Government data on U.S. crude inventories and an expected Federal Reserve interest rate increase would dictate Wednesday’s direction, they said.
Brent crude futures settled up more than 1 percent while U.S. crude’s West Texas Intermediate (WTI) futures rose nearly 3 percent as oil bears once again failed to push prices to below a seven-year trough.
“Everyone was looking at 11-year lows, but I think people got a sense of ‘bids’ when they tried probing there,” said Chris Jarvis, analyst at Caprock Risk Management in Frederick, Maryland. “But I’d be surprised if they don’t come back and take it down.”
Brent LCOc1 settled up 53 cents at $38.45 a barrel, after reaching a session high at $39.41. On Monday, the global oil benchmark came within 14 cents of a December 2008 bottom of $36.20, unleashing a surge of buying support.

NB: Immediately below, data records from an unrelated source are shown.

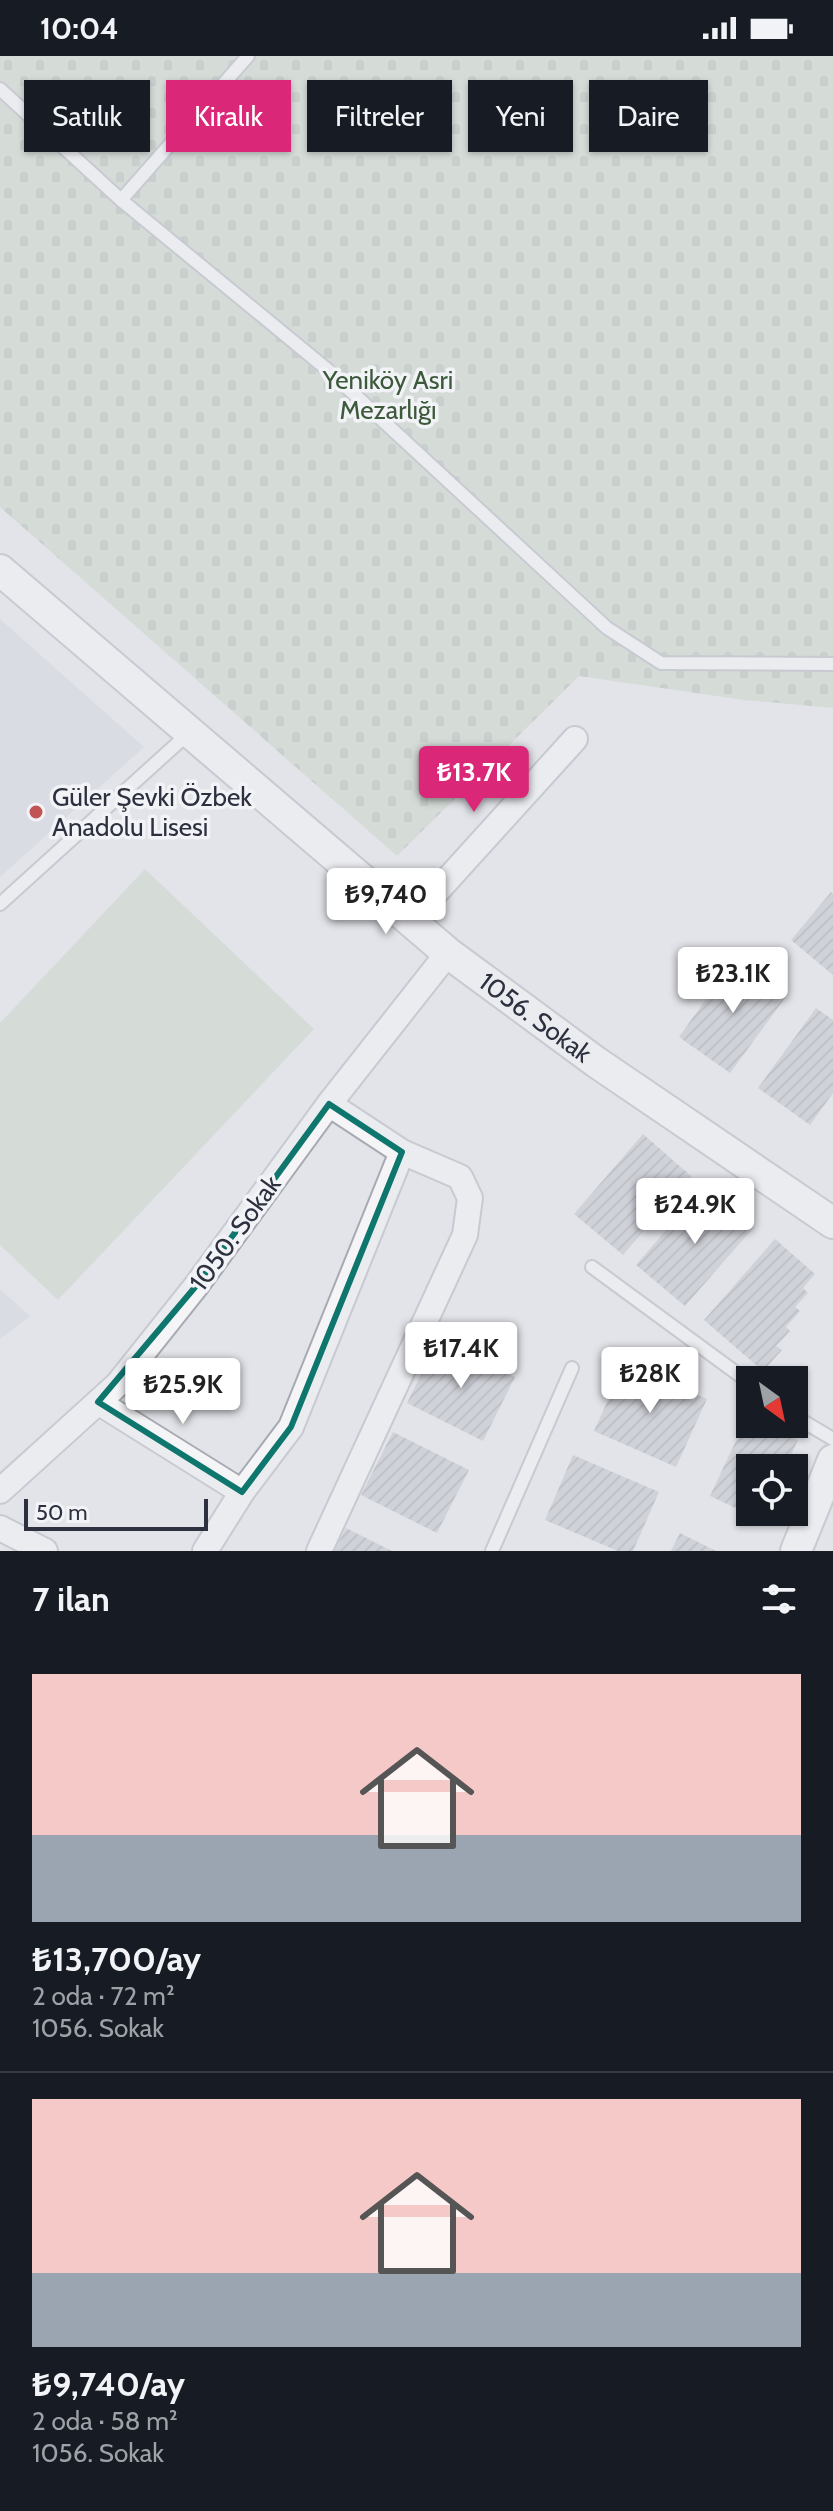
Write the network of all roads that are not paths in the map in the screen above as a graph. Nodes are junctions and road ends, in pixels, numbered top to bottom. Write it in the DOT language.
graph roads {
  1 [pos="248,56"];
  2 [pos="0,89"];
  3 [pos="121,200"];
  4 [pos="0,570"];
  5 [pos="833,664"];
  6 [pos="190,732"];
  7 [pos="575,739"];
  8 [pos="0,904"];
  9 [pos="410,921"];
  10 [pos="448,953"];
  11 [pos="329,1104"];
  12 [pos="402,1152"];
  13 [pos="833,1223"];
  14 [pos="592,1267"];
  15 [pos="572,1368"];
  16 [pos="736,1373"];
  17 [pos="98,1402"];
  18 [pos="808,1424"];
  19 [pos="833,1439"];
  20 [pos="833,1460"];
  21 [pos="0,1491"];
  22 [pos="242,1492"];
  23 [pos="0,1528"];
  24 [pos="799,1550"];
  25 [pos="45,1551"];
  26 [pos="205,1551"];
  27 [pos="319,1551"];
  28 [pos="492,1551"];
  1 -- 3 [label="lane"];
  2 -- 3 [label="lane"];
  3 -- 5 [label="lane"];
  4 -- 6 [label="street, 1056. Sokak"];
  6 -- 8 [label="lane"];
  6 -- 9 [label="street, 1056. Sokak"];
  7 -- 9 [label="street"];
  9 -- 10 [label="street, 1056. Sokak"];
  10 -- 11 [label="street, 1050. Sokak"];
  10 -- 13 [label="street, 1056. Sokak"];
  11 -- 12 [label="street"];
  11 -- 17 [label="street, 1050. Sokak"];
  12 -- 22 [label="street"];
  12 -- 27 [label="street"];
  14 -- 16 [label="lane"];
  15 -- 28 [label="lane"];
  17 -- 21 [label="street, 1050. Sokak"];
  17 -- 22 [label="street"];
  18 -- 19 [label="lane"];
  20 -- 24 [label="street"];
  22 -- 26 [label="street"];
  23 -- 25 [label="street"];
}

WTI CLc1 settled up $1.04 at $37.35. It fell to $34.53 on Monday, the lowest since its financial crisis bottom of $32.40.
The market remained positive in post-settlement trade after a surprise build of 2.3 million barrels in U.S. crude stockpiles reported by industry group American Petroleum Institute for last week. [API/S]
A Reuters poll of analysts had forecast a 1.4 million-barrel draw instead for last week. Official inventory data is due on Wednesday from the U.S. Energy Information Administration (EIA) [EIA/S]
“People are buying on the dips,” Jeffrey Grossman, crude dealer at New York’s BRG Brokerage, said, describing Tuesday’s action.
If Brent sustain its momentum on Wednesday, it could get nearer to the $40-a-barrel level it fell under last week, Grossman said.
Aside from the EIA data, the Fed announcement on Wednesday could also cause swings in oil prices, traders said. If the central bank decides to raise rates, it will be the first time it does so in nearly a decade. That could push the dollar up, making dollar-denominated oil less affordable to holders of euros. [FRX/]
Some analysts think oil will head lower regardless of the Fed decision.
“We remain reluctant to suggest that a long-term price bottom has been established anywhere across the complex,” said Jim Ritterbusch, founder of Chicago-based oil consultancy Ritterbusch & Associates.